Алексей Конаков – Евгений Харитонов. Поэтика подполья (страница 32)
Произошедшая история – помимо того что оказывает гнетущее воздействие на Харитонова и делает его еще более мрачным – будет иметь и одно довольно неожиданное следствие. Харитонов – очень трезво – не связывает увольнение из ДК «Москворечье» со своими «подпольными» занятиями литературой, «несоветским» образом жизни и возможными происками силовых органов. Показательно, что встретив на упомянутом концерте в честь XXVIII съезда ВЛКСМ сотрудника КГБ, в 1976 году проводившего с ним «профилактические» беседы, Харитонов запишет (демонстрируя завидное спокойствие и понимание ситуации): «Столкнулся и с моим Собеседником позапрошлого лета, поздравляю, говорит, что вас сюда пустили. Лестно бы думать что у него был наряд посмотреть за мной, но, просто нас всех кого можно собрали и их, и мы совпали» (225–226). И, далее, про разгорающийся в ДК скандал: «И с письмом на кружок лестно подумать что дело тайных инстанций, но тоже, просто циркачка, руководительница циркового кружка, сводя счёты с клубной дирекцией, решила навлечь на них гнев профсоюзов (?)» (226).

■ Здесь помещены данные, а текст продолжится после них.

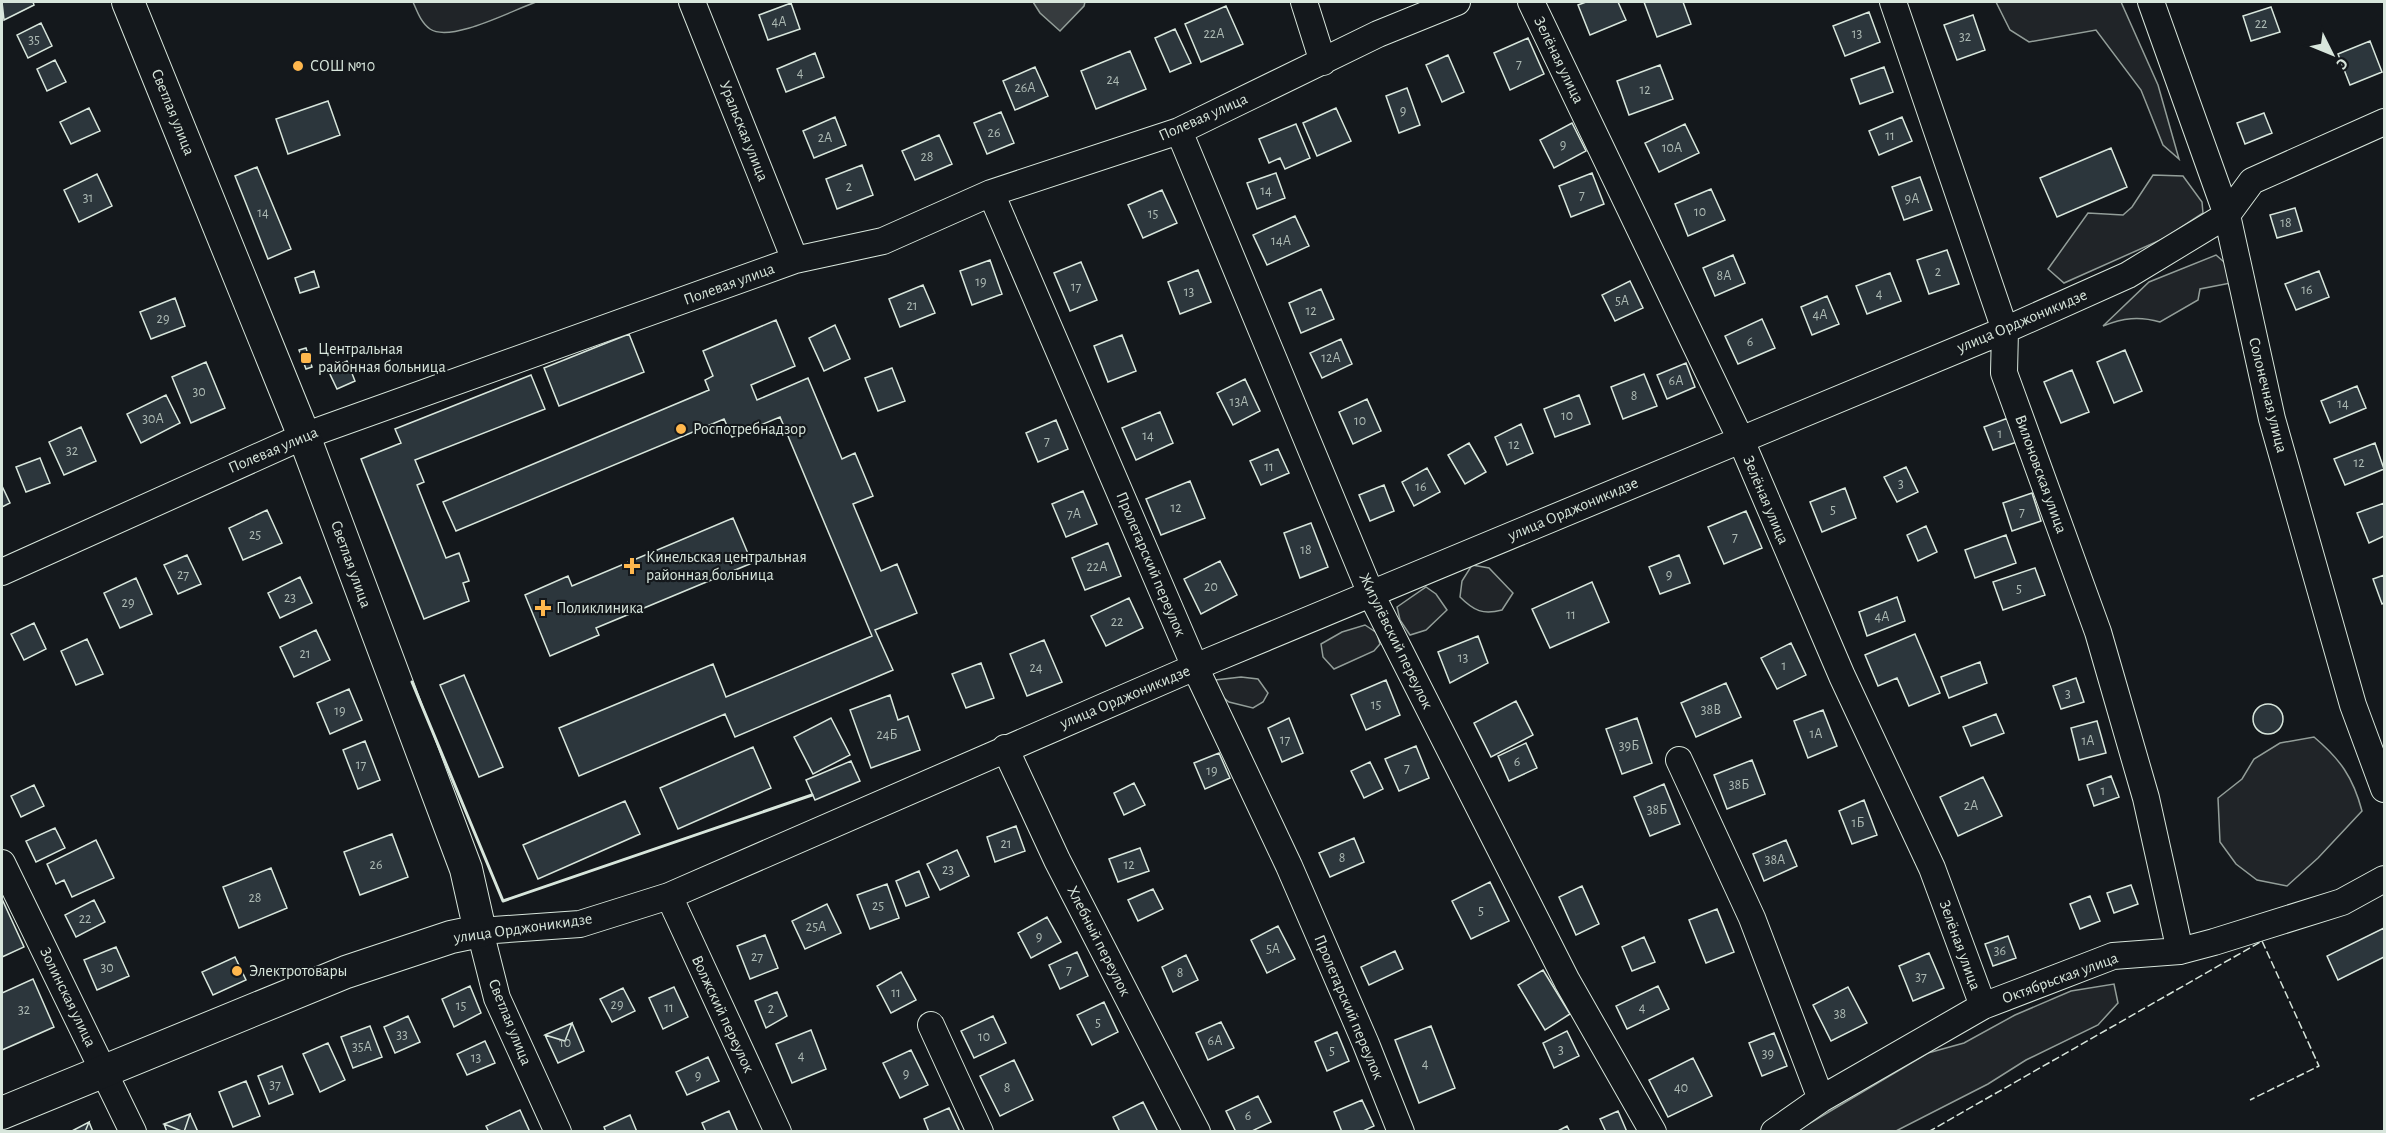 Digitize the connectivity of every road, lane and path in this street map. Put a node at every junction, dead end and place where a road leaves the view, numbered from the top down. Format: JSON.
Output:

Но, кажется, деформированное сознание «подпольного человека» уже не может обходиться без «тайных инстанций»; примерно с осени 1978 года Харитонов начинает активно (а порой и почти навязчиво) рассуждать о «еврейском заговоре».
Генезис этой внезапно открывшейся харитоновской юдофобии представляется довольно сложным: здесь и объективные наблюдения за культурной жизнью СССР (в которой евреи – «переводчики, инсценировщики и детские поганые писатели», по ядовитой аттестации Харитонова [2б2], – действительно играли заметную роль), и антисемитские обертоны православия и «русской идеи» (все больше увлекающих Харитонова), и довольно специфический круг чтения (вроде «Людей лунного света» Василия Розанова), и вновь ожившие – под влиянием брежневских заигрываний с русским национализмом – детские впечатления эпохи «борьбы с космополитами» (в одном из текстов Харитонов сочувственно вспоминает «Мудрое сталинское решение [1949 года] о раскрытии псевдонимов» [263]).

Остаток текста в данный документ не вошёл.